Making IBC little more pragmatic
Last week while on a visit to Mumbai, I noticed few aircrafts
belonging to the now defunct Jet Airways parked on the airport. The aircrafts
had gathered lot of dust and pigeon crap. I believe it's more than a year since
these aircrafts must have been parked there. The owner/lessee of these aircraft
owes billions of rupees to various lenders and operational creditors. The
company is undergoing the bankruptcy proceedings and apparently so far no buyer
has shown any interest in acquiring the company.
I wonder, why the bankruptcy procedure be made little pragmatic!
I feel one of the key purposes of the bankruptcy process must be to minimize
the losses to the lenders and operational creditors. If these aircrafts that
are lying idle were leased to other airlines till the completion of IBC
process, at least some money could have been recovered. Or at least, Jet
Airways could have been saved from incurring parking charges (which it can
never pay), and machines could have been saved from major overhaul cost due to
lying idle (again that cannot be paid by the Jet Airways).

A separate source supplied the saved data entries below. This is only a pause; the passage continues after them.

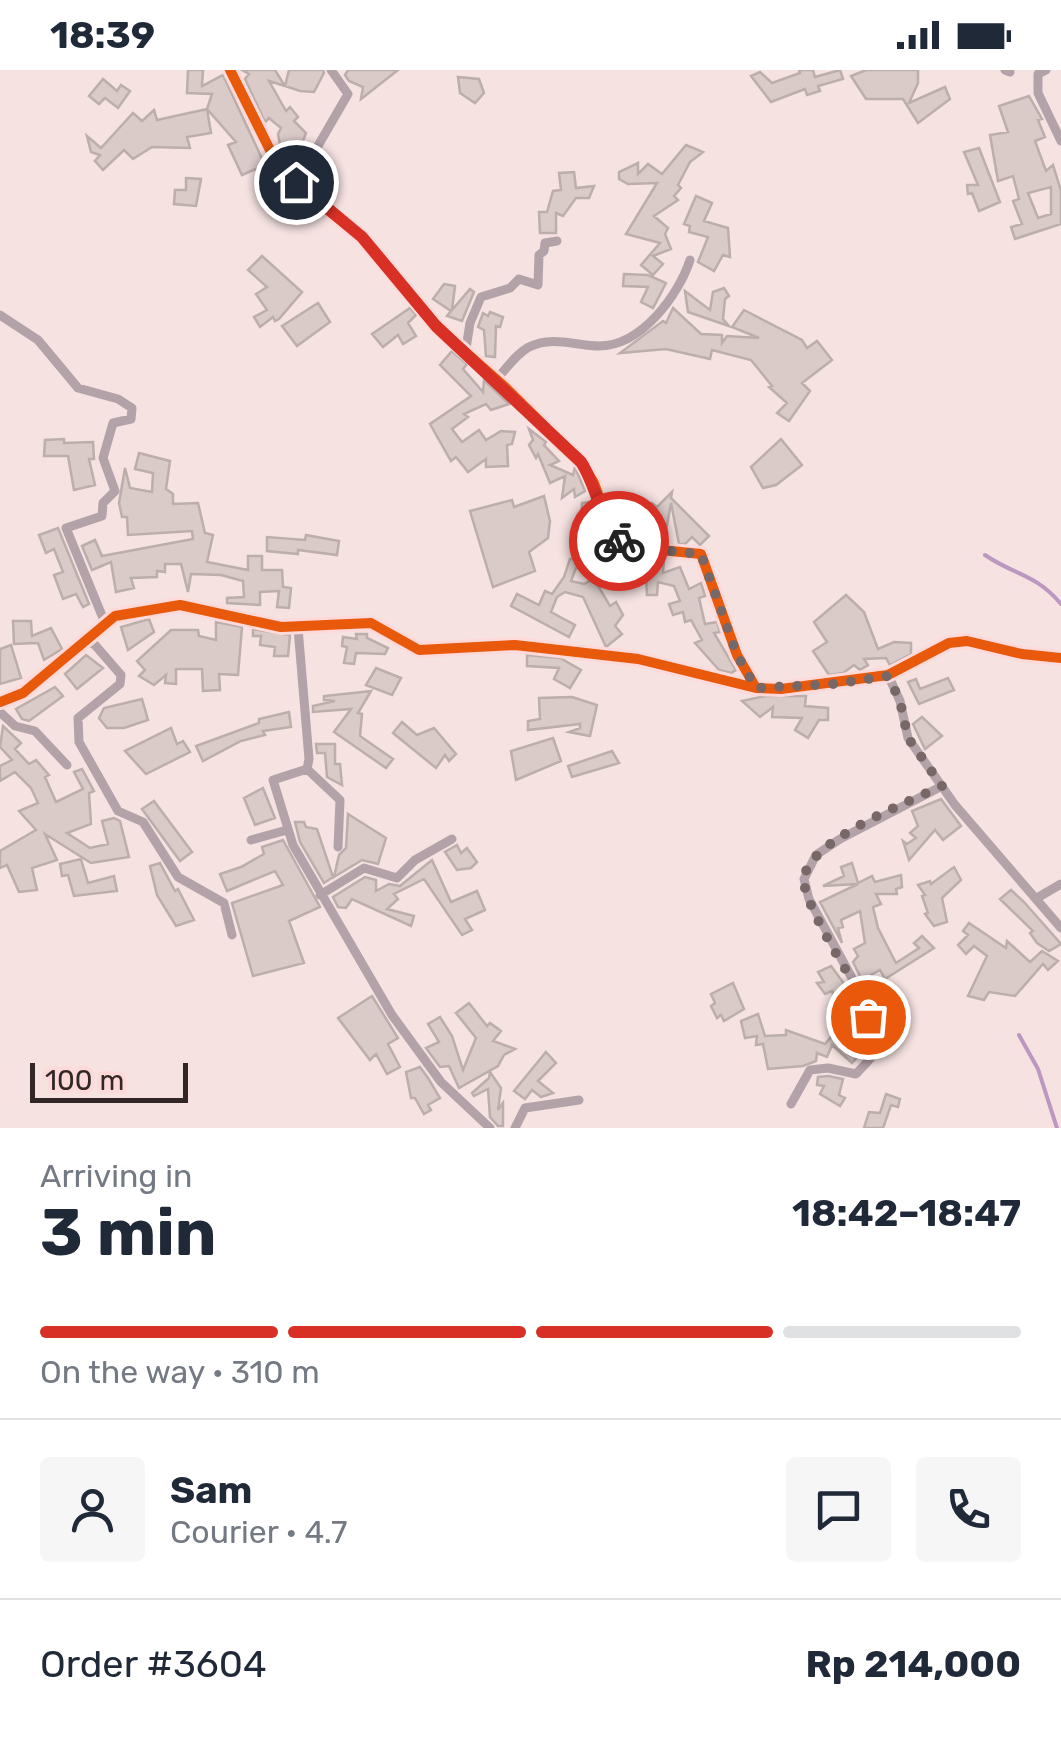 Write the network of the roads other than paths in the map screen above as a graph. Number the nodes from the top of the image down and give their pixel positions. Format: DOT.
graph roads {
  1 [pos="230,70"];
  2 [pos="331,70"];
  3 [pos="1046,70"];
  4 [pos="1061,141"];
  5 [pos="296,182"];
  6 [pos="557,241"];
  7 [pos="690,260"];
  8 [pos="0,314"];
  9 [pos="465,355"];
  10 [pos="496,380"];
  11 [pos="104,624"];
  12 [pos="298,628"];
  13 [pos="84,640"];
  14 [pos="1061,658"];
  15 [pos="888,676"];
  16 [pos="756,688"];
  17 [pos="0,702"];
  18 [pos="0,712"];
  19 [pos="67,765"];
  20 [pos="307,769"];
  21 [pos="942,786"];
  22 [pos="287,830"];
  23 [pos="452,838"];
  24 [pos="251,840"];
  25 [pos="338,847"];
  26 [pos="1061,884"];
  27 [pos="320,895"];
  28 [pos="1036,898"];
  29 [pos="1061,928"];
  30 [pos="232,936"];
  31 [pos="579,1100"];
  32 [pos="792,1104"];
  33 [pos="490,1128"];
  34 [pos="516,1128"];
  1 -- 5 [label="street"];
  2 -- 5 [label="street"];
  3 -- 4 [label="street"];
  5 -- 9 [label="street"];
  6 -- 9 [label="street"];
  7 -- 10 [label="street"];
  8 -- 11 [label="street"];
  9 -- 10 [label="street"];
  10 -- 16 [label="street"];
  11 -- 12 [label="street"];
  11 -- 13 [label="street"];
  12 -- 16 [label="street"];
  12 -- 20 [label="street"];
  13 -- 17 [label="street"];
  13 -- 30 [label="street"];
  14 -- 15 [label="street"];
  15 -- 16 [label="street"];
  15 -- 21 [label="street"];
  18 -- 19 [label="street"];
  20 -- 22 [label="street"];
  20 -- 25 [label="street"];
  21 -- 28 [label="street"];
  21 -- 32 [label="street"];
  22 -- 24 [label="street"];
  22 -- 27 [label="street"];
  23 -- 27 [label="street"];
  26 -- 28 [label="street"];
  27 -- 33 [label="street"];
  28 -- 29 [label="street"];
  31 -- 34 [label="street"];
}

A bureaucrat obviously will never take any initiative in this
direction, as it would increase his workload and responsibility. The
politicians who travel everyday and see these aircrafts rusting and gathering
dust could only take an initiative, as it may require some legislative changes
also.
Government may have done a lot by not doing anything
Talking with a senior bureaucrat last week I realized the
importance of sophistry in running the government. To my inquisition about the
below par performance of the Make in India program, his answer was the best
example of sophistry.
He said, "the government went slow on Make in India
program. We were never comfortable about creating large capacities using
borrowed money to increase our integration to the global supply chain in these
uncertain times. Our strategy of going slow has bore brilliant fruits. Imagine,
if we integrated into global supply chain like China, and all those factories
were shut down due to global demand collapse. All of these would have defaulted
on their loans, totally crushing our financial system."

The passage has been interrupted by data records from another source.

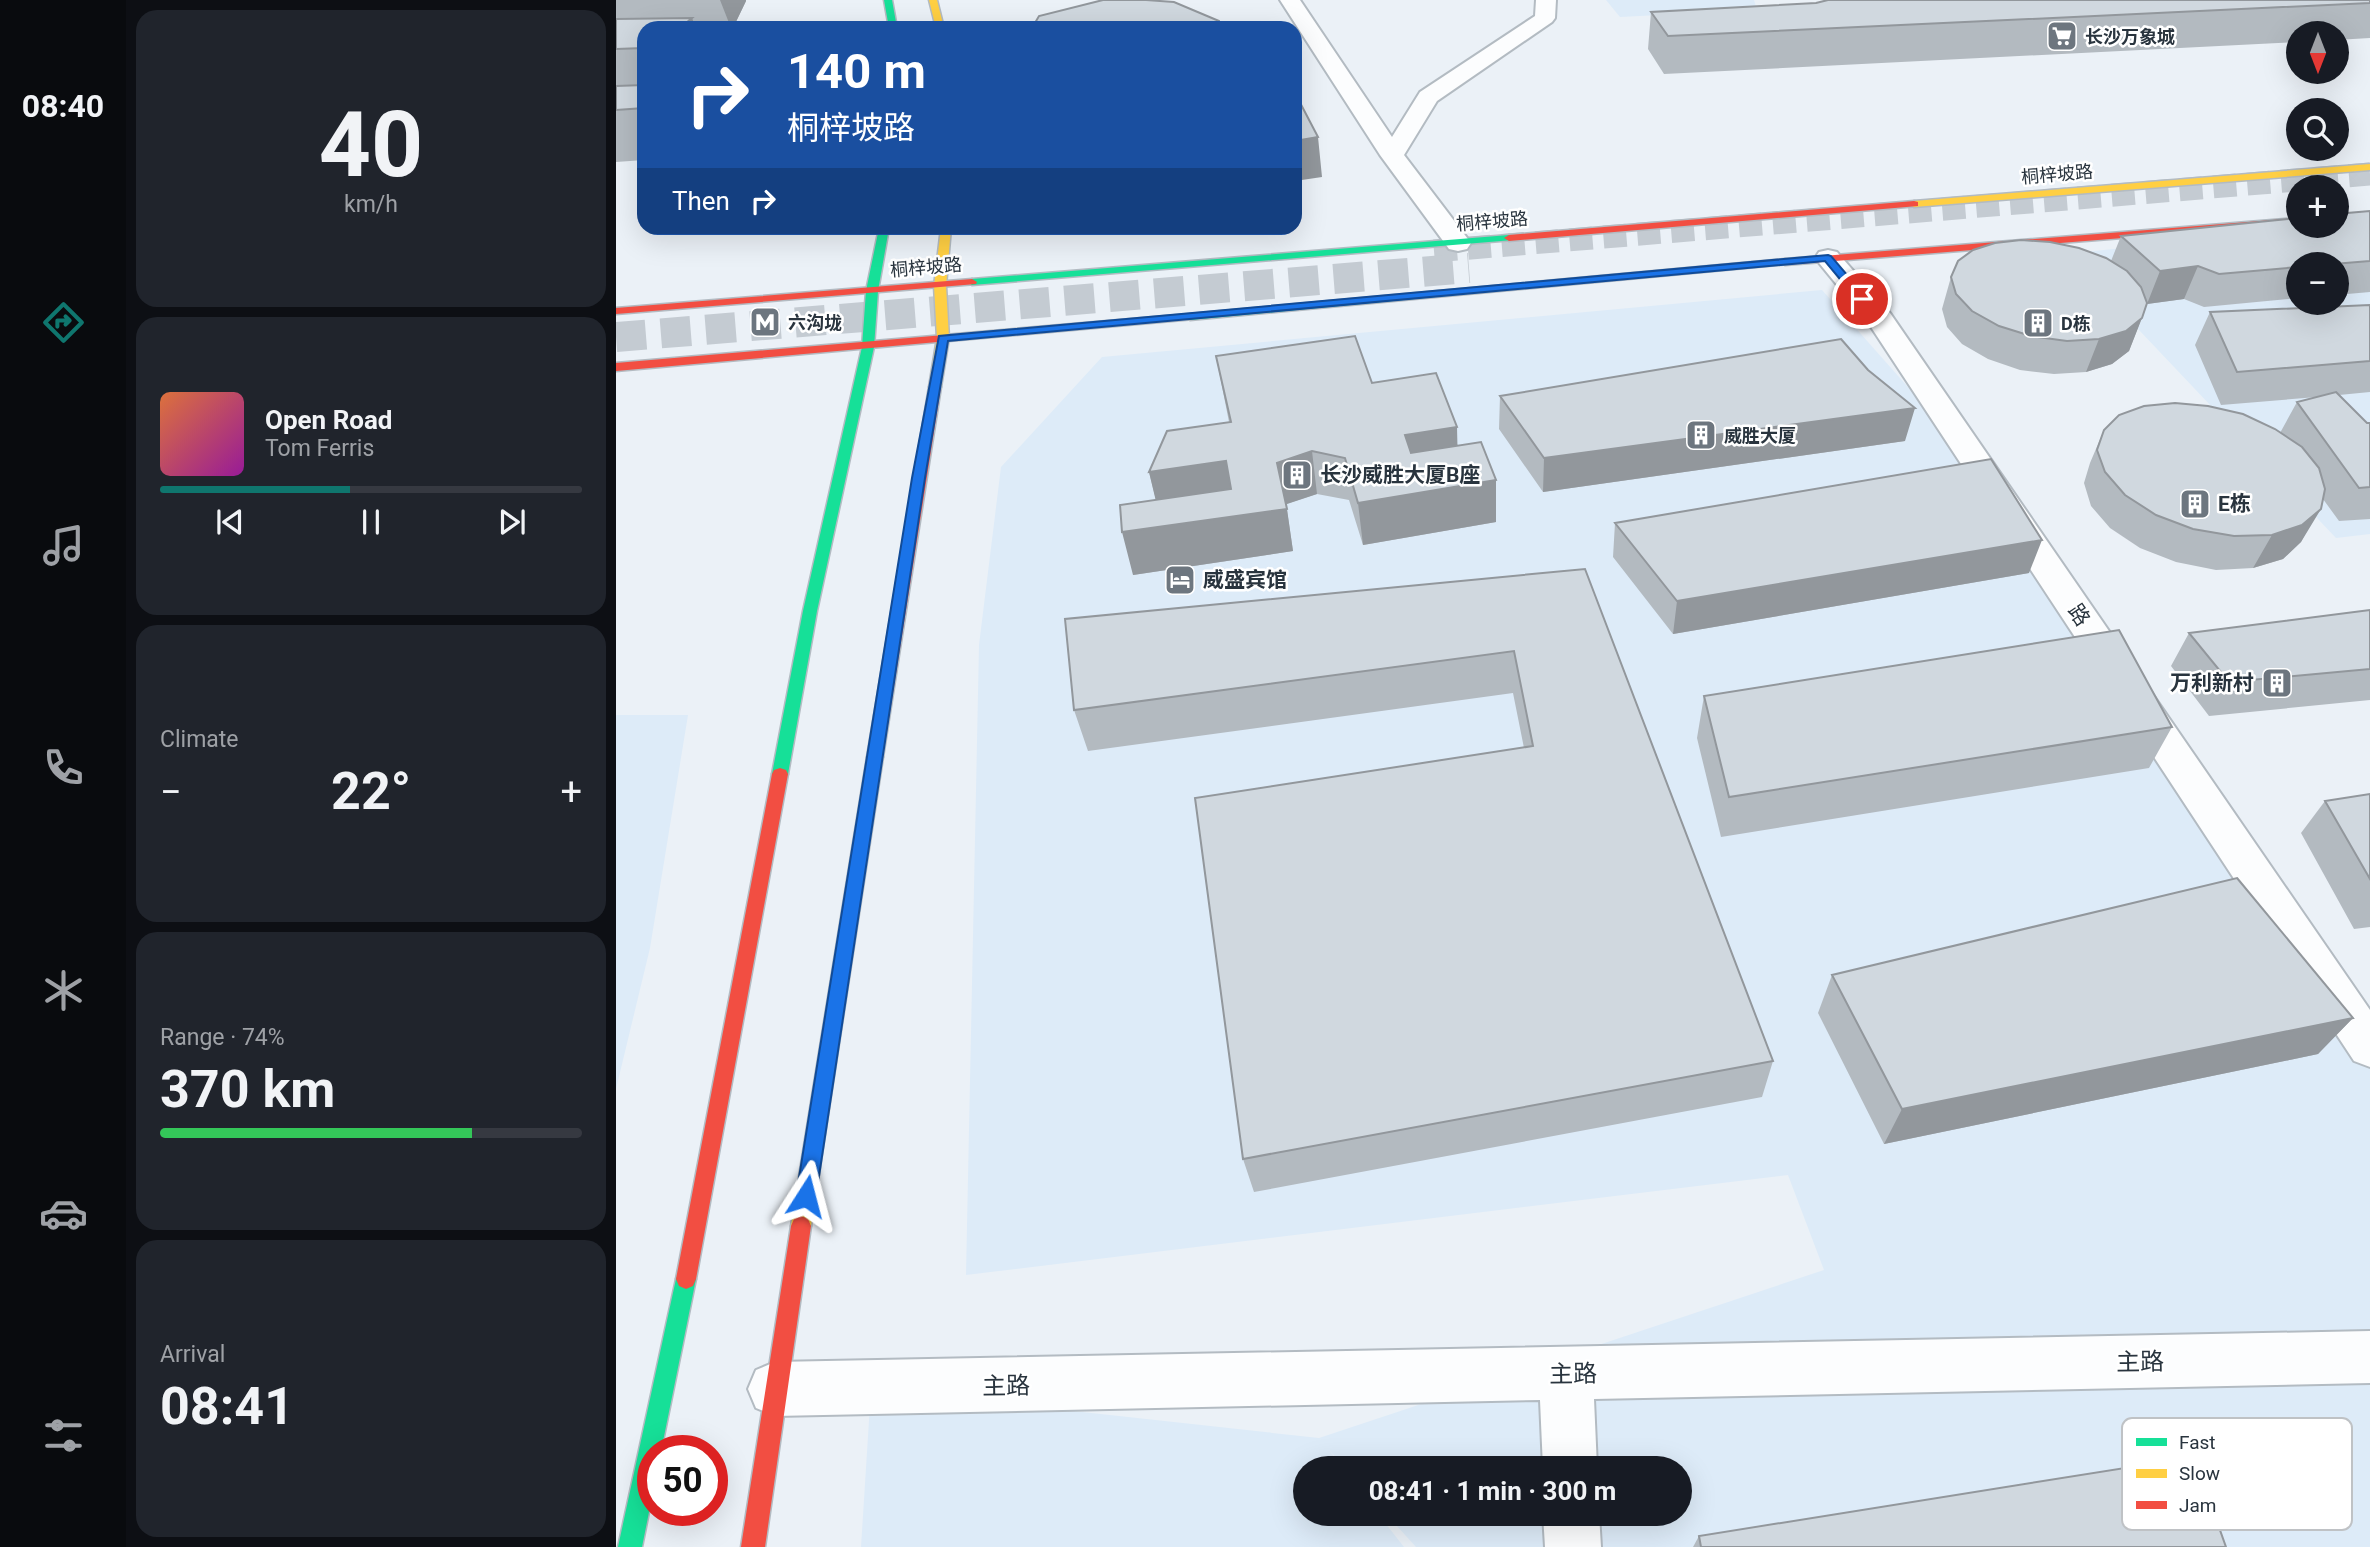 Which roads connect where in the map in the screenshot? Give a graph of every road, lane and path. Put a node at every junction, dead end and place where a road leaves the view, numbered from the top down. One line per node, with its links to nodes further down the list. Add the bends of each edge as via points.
1 (888, 0): 5 (main road)
2 (933, 0): 6 (main road)
3 (1290, 0): 7 (street)
4 (1546, 0): 7 (street, via 1545,18 1428,97)
5 (892, 21)
6 (938, 21)
7 (1392, 155): 12 (street)
8 (2370, 167): 12 (main road, 桐梓坡路)
9 (2286, 221): 13 (main road)
10 (883, 235): 15 (main road)
11 (945, 235): 14 (main road)
12 (1458, 243): 14 (main road, 桐梓坡路)
13 (1828, 258): 18 (main road); 21 (street, 路, via 1880,319)
14 (940, 286): 15 (main road, 桐梓坡路); 18 (main road)
15 (872, 291): 16 (main road); 17 (main road, 桐梓坡路); 19 (main road)
16 (616, 297)
17 (616, 311)
18 (943, 338): 19 (main road); 24 (main road)
19 (869, 347): 20 (main road); 27 (main road, via 810,611 701,1206)
20 (616, 366)
21 (2370, 1047)
22 (2370, 1357): 23 (street, 主路)
23 (1566, 1374): 24 (street, 主路); 25 (street)
24 (775, 1389): 28 (main road)
25 (1569, 1456)
26 (1572, 1526): 29 (street)
27 (630, 1547)
28 (753, 1547)
29 (1573, 1547)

After the God explaining that "sometime inaction is the
most appropriate action", this is perhaps the best explanation I have
heard.
Clamor for rate cut may be misplaced
A lot of market experts have expressed their anguish over RBI
not making an "emergency rate cut". Unfortunately, they are seeking
rate cut to comfort the financial markets and not the economy. Their complaint
is that stock markets are sliding fast and RBI is doing nothing to stop the
slide, even though it has many bullets preserved in its barrel.
These experts appear totally oblivious to the fact that dramatic
cuts by some large central banks have done almost nothing to arrest the market
slide.
Even, from the real economy view market, a rate cut now would
have yielded miniscule results. The capacity utilization levels are running
persistently low and demand for new investment is low; the banks and NBFCs are
mostly risk averse and not willing to lend; the system is liquidity surplus;
RBI is providing 3yr funds at 5.15% and buying bonds to ease the pressure on
longer maturities. A rate cut now may only disturb the equilibrium in currency
market. I would rather like RBI to cut substantially when things stabilize a
bit and banks are willing to take risk. For now, the rate cut would comfort
stock markets for 2hours or may be less than that.